Scheduled completion is March 1, 2005.

  • An integrated SCWS preventive maintenance and post work test procedure(s) will be prepared to support system start up after each refueling outage as necessary. Scheduled completion is May 20, 2005.
  • Operating procedure guidance will be prepared to include information on draining and filling the Generator. Revisions to the system start up procedures are to include opening the knife switch on the pump not being used as the primary start up pump. The procedure revision will also include closing both pump discharge valves fully before starting the system from cold. The Y-63 valve will also be adjusted so it is in the full closed position upon start up. Scheduled completion is May 20, 2005.

Event Analysis

The event is reportable under 10CFR50.73(a)(2)(iv)(A). The licensee shall report any event or condition that resulted in manual or automatic actuation of any of the systems listed under 10CFR50.73(a)(2)(iv)(B). Systems to which the requirements of 10CFR50.73(a)(2)(iv)(A) apply include the reactor protection system (RPS) including reactor scram or reactor trip, and AFWS.

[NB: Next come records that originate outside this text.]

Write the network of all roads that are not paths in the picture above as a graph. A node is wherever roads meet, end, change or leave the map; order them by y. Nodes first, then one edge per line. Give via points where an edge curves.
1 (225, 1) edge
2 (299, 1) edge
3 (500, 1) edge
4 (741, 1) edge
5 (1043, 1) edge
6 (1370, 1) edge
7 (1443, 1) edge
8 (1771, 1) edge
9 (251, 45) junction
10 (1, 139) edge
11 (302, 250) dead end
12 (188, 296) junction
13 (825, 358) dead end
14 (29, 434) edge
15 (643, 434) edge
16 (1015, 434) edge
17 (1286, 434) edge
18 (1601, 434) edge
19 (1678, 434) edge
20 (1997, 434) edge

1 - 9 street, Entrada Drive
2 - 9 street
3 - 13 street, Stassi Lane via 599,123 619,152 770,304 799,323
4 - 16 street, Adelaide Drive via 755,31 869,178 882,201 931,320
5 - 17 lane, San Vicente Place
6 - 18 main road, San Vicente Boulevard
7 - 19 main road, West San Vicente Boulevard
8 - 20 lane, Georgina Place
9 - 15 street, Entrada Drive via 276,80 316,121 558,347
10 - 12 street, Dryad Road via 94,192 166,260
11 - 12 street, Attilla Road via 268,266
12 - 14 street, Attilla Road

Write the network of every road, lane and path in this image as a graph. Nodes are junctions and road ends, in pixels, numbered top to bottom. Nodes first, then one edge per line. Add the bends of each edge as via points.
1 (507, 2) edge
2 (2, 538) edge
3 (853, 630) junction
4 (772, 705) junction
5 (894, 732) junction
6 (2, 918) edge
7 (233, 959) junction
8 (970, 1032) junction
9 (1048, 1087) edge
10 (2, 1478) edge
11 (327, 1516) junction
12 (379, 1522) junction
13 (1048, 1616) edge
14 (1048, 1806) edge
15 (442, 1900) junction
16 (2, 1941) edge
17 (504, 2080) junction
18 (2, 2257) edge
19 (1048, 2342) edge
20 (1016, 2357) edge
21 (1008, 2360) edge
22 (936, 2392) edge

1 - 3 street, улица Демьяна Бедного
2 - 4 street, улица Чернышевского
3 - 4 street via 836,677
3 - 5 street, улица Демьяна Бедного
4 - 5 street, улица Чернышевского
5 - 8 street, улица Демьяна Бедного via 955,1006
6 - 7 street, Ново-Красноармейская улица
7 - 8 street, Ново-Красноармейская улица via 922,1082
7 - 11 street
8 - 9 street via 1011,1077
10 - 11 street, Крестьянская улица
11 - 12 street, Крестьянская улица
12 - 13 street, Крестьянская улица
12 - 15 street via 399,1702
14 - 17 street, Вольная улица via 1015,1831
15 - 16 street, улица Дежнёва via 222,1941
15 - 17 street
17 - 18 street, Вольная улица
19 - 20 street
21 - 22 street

This event meets the reporting criteria because the RPS was actuated by automatic trip of the main turbine and the AFWS actuated on low level due to steam generator level changes in response to the automatic RT, which occurs after a RT from full power as a result of SG shrink.

Past Similar Events

A review of the past two years of Licensee Event Reports (LERs) for events that involved a RT caused by Turbine Generator trip as a result of SCWS malfunctions identified no events.

Safety Significance

This event had no effect on the health and safety of the public. There were no .actual safety consequences for the event because the event was an uncomplicated RT with no other transients or accidents. Required safety systems performed as designed when the RT occurred. The AFWS actuation was an expected reaction as a result of decreasing SG water level due to the reduction of SG void fraction (shrink), which occurs after automatic RT/TT from essentially full load. A core damage probability (CDP) for this event was assessed and a CDP of 6.9 E-7 was associated with the turbine trip. This CDP value by itself implies the event has low safety significance, however it should be noted that since all safety equipment operated as designed following the turbine trip, the increase in CDP is actually zero for this event.

For this event rod control was in manual and the reactor scrammed immediately upon a main turbine trip. RCS pressure remained below the set point for pressurizer PORV or code safety valve operation and above the set point for automatic safety injection actuation. Following the RT, the plant was stabilized in hot standby.